Implicância com essa tribo? Nada. É que não vejo tanta boa vontade assim com outro símbolo de tempos mais arcaicos, quando as poucas informações obtidas em revistas especializadas em cinema e nos livros à mão faziam a cabeça dos cinéfilos, num tempo pré-pré-IMDb. Sim, falo da fita de vídeo. O famigerado VHS, já que o Betamax não durou o bastante para emplacar. Um retângulo de plástico, geralmente preto (algumas da Abril Vídeo costumavam ser verdes), com dois pedaços transparentes por onde se via a fita propriamente dita, permitindo saber em que posição havia sido deixada pelo seu último usuário.

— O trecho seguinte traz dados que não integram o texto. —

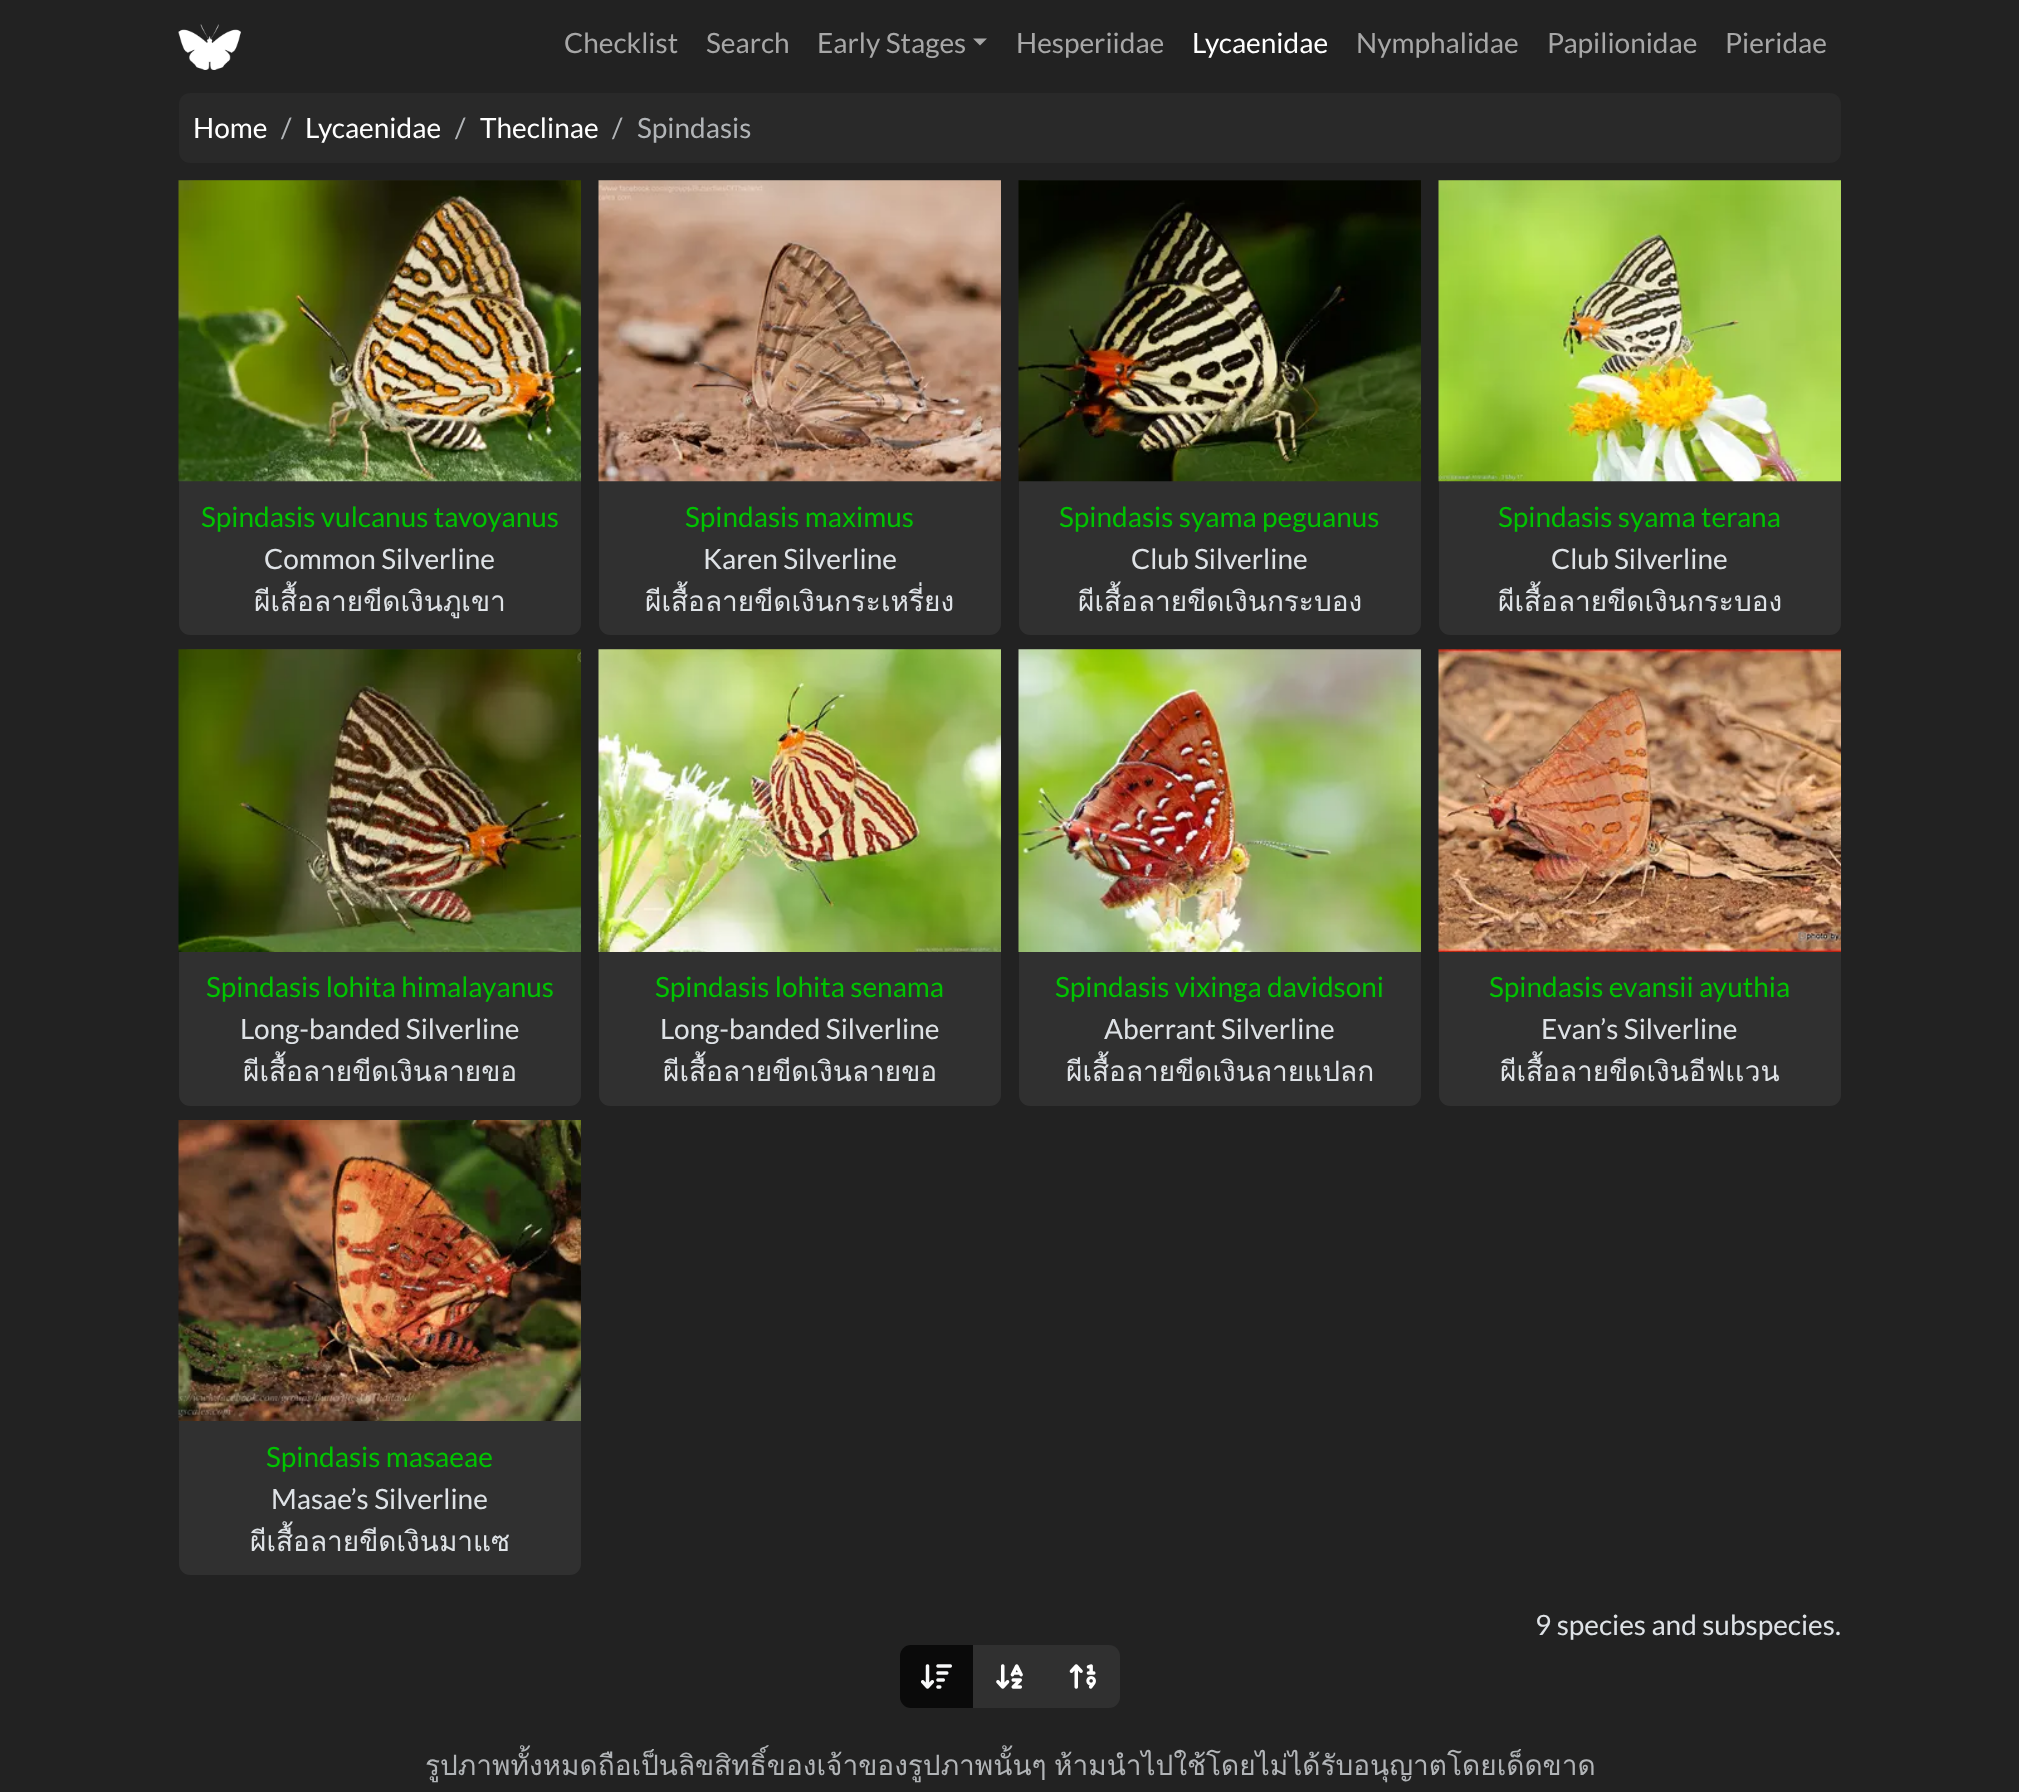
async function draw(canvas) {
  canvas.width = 2019;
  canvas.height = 1792;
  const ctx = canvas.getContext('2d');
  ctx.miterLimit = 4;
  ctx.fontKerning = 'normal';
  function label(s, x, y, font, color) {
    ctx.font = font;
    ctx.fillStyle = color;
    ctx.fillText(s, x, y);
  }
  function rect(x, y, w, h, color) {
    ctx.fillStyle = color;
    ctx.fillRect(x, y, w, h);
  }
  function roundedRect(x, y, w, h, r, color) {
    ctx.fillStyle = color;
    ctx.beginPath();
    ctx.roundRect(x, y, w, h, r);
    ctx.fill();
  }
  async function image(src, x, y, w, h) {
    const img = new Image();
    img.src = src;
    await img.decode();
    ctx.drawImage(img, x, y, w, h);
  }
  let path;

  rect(0, 0, 2019, 1792, '#222');
  await image('assets/img1.png', 178, 24, 63, 46);
  label('Checklist', 564, 53, '28px Lato', '#a7a7a7');
  label('Search', 706, 53, '28px Lato', '#a7a7a7');
  label('Early Stages', 817, 53, '28px Lato', '#a7a7a7');
  path = new Path2D('M973 38.5H987L980 45.5Z');
  ctx.fill(path);
  label('Hesperiidae', 1016, 53, '28px Lato', '#a7a7a7');
  label('Lycaenidae', 1192, 53, '28px Lato', '#fff');
  label('Nymphalidae', 1356, 53, '28px Lato', '#a7a7a7');
  label('Papilionidae', 1547, 53, '28px Lato', '#a7a7a7');
  label('Pieridae', 1725, 53, '28px Lato', '#a7a7a7');
  roundedRect(179, 93, 1662, 70, 11, '#292929');
  label('Home', 193, 138, '28px Lato', '#fff');
  label('/', 281, 138, '28px Lato', '#b1b4b7');
  label('Lycaenidae', 305, 138, '28px Lato', '#fff');
  label('/', 455, 138, '28px Lato', '#b1b4b7');
  label('Theclinae', 480, 138, '28px Lato', '#fff');
  label('/', 612, 138, '28px Lato', '#b1b4b7');
  label('Spindasis', 637, 138, '28px Lato', '#b1b4b7');
  roundedRect(179, 180, 402, 455, 11, '#303030');
  await image('assets/img2.png', 178, 180, 403, 302);
  label('Spindasis vulcanus tavoyanus', 201, 527, '28px Lato', '#00c300');
  label('Common Silverline', 264, 569, '28px Lato', '#dee2e6');
  label('ผีเสื้อลายขีดเงินภูเขา', 254, 611, '28px Loma', '#dee2e6');
  roundedRect(599, 180, 402, 455, 11, '#303030');
  await image('assets/img3.png', 598, 180, 403, 302);
  label('Spindasis maximus', 685, 527, '28px Lato', '#00c300');
  label('Karen Silverline', 703, 569, '28px Lato', '#dee2e6');
  label('ผีเสื้อลายขีดเงินกระเหรี่ยง', 645, 611, '28px Loma', '#dee2e6');
  roundedRect(1019, 180, 402, 455, 11, '#303030');
  await image('assets/img4.png', 1018, 180, 403, 302);
  label('Spindasis syama peguanus', 1059, 527, '28px Lato', '#00c300');
  label('Club Silverline', 1131, 569, '28px Lato', '#dee2e6');
  label('ผีเสื้อลายขีดเงินกระบอง', 1078, 611, '28px Loma', '#dee2e6');
  roundedRect(1439, 180, 402, 455, 11, '#303030');
  await image('assets/img5.png', 1438, 180, 403, 302);
  label('Spindasis syama terana', 1498, 527, '28px Lato', '#00c300');
  label('Club Silverline', 1551, 569, '28px Lato', '#dee2e6');
  label('ผีเสื้อลายขีดเงินกระบอง', 1498, 611, '28px Loma', '#dee2e6');
  roundedRect(179, 649, 402, 457, 11, '#303030');
  await image('assets/img6.png', 178, 649, 403, 303);
  label('Spindasis lohita himalayanus', 206, 997, '28px Lato', '#00c300');
  label('Long-banded Silverline', 240, 1039, '28px Lato', '#dee2e6');
  label('ผีเสื้อลายขีดเงินลายขอ', 243, 1081, '28px Loma', '#dee2e6');
  roundedRect(599, 649, 402, 457, 11, '#303030');
  await image('assets/img7.png', 598, 649, 403, 303);
  label('Spindasis lohita senama', 655, 997, '28px Lato', '#00c300');
  label('Long-banded Silverline', 660, 1039, '28px Lato', '#dee2e6');
  label('ผีเสื้อลายขีดเงินลายขอ', 663, 1081, '28px Loma', '#dee2e6');
  roundedRect(1019, 649, 402, 457, 11, '#303030');
  await image('assets/img8.png', 1018, 649, 403, 303);
  label('Spindasis vixinga davidsoni', 1055, 997, '28px Lato', '#00c300');
  label('Aberrant Silverline', 1104, 1039, '28px Lato', '#dee2e6');
  label('ผีเสื้อลายขีดเงินลายแปลก', 1066, 1081, '28px Loma', '#dee2e6');
  roundedRect(1439, 649, 402, 457, 11, '#303030');
  await image('assets/img9.png', 1438, 649, 403, 303);
  label('Spindasis evansii ayuthia', 1489, 997, '28px Lato', '#00c300');
  label('Evan’s Silverline', 1541, 1039, '28px Lato', '#dee2e6');
  label('ผีเสื้อลายขีดเงินอีฟเเวน', 1500, 1081, '28px Loma', '#dee2e6');
  roundedRect(179, 1120, 402, 455, 11, '#303030');
  await image('assets/img10.png', 178, 1120, 403, 301);
  label('Spindasis masaeae', 266, 1467, '28px Lato', '#00c300');
  label('Masae’s Silverline', 271, 1509, '28px Lato', '#dee2e6');
  label('ผีเสื้อลายขีดเงินมาแซ', 250, 1551, '28px Loma', '#dee2e6');
  label('9 species and subspecies.', 1535, 1635, '28px Lato', '#dee2e6');
  ctx.fillStyle = '#0a0a0a';
  ctx.beginPath();
  ctx.roundRect(900, 1645, 73, 63, [11, 0, 0, 11]);
  ctx.fill();
  await image('assets/img11.png', 920, 1664, 32, 25);
  rect(973, 1645, 74, 63, '#303030');
  await image('assets/img12.png', 996, 1664, 27, 25);
  ctx.beginPath();
  ctx.roundRect(1047, 1645, 73, 63, [0, 11, 11, 0]);
  ctx.fill();
  await image('assets/img13.png', 1069, 1664, 27, 25);
  ctx.wordSpacing = '-2px';
  label('รูปภาพทั้งหมดถือเป็นลิขสิทธิ์ของเจ้าของรูปภาพนั้นๆ ห้ามนำไปใช้โดยไม่ได้รับอนุญาตโดยเด็ดขาด', 425, 1775, '28px Loma', '#b1b4b7');
}

draw(document.querySelector('canvas'));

Dotada de uma abertura superior que protegia a fita a ser rodada pelo videocassete, vinha cheia de etiquetas e selos, a fim de identificar, se fosse o caso, a locadora de onde fora tirada. O mercado de compra de filmes em fita, ao menos para quem morava fora das grandes capitais, era algo restrito a grandes lançamentos. A chegada de “O Rei Leão” em VHS, por exemplo, foi um dos raros casos em que presenciei fitas de vídeo vendidas quase tão banalmente quanto DVDs em hipermercados e bancas de jornal atualmente. 

Quando ainda havia rigor no tal “tempo de janela” que um filme leva para passar nos cinemas, nas locadoras, nas emissoras por assinatura e nos canais abertos, era por meio do VHS que os cinéfilos se satisfaziam quando algum filme muito aguardado não chegava à grande tela. Quando adolescente, começando a perceber o cinema como algo mais do que mero entretenimento, acompanhava as datas em que certos filmes estariam disponíveis para locação. E sempre aproveitava para levar várias fitas por conta de promoções, uma forma de fazer circular os filmes sob o signo do “catálogo”, desde então preteridos pela maioria dos clientes, teleguiados pelos lançamentos e praticamente apenas por eles.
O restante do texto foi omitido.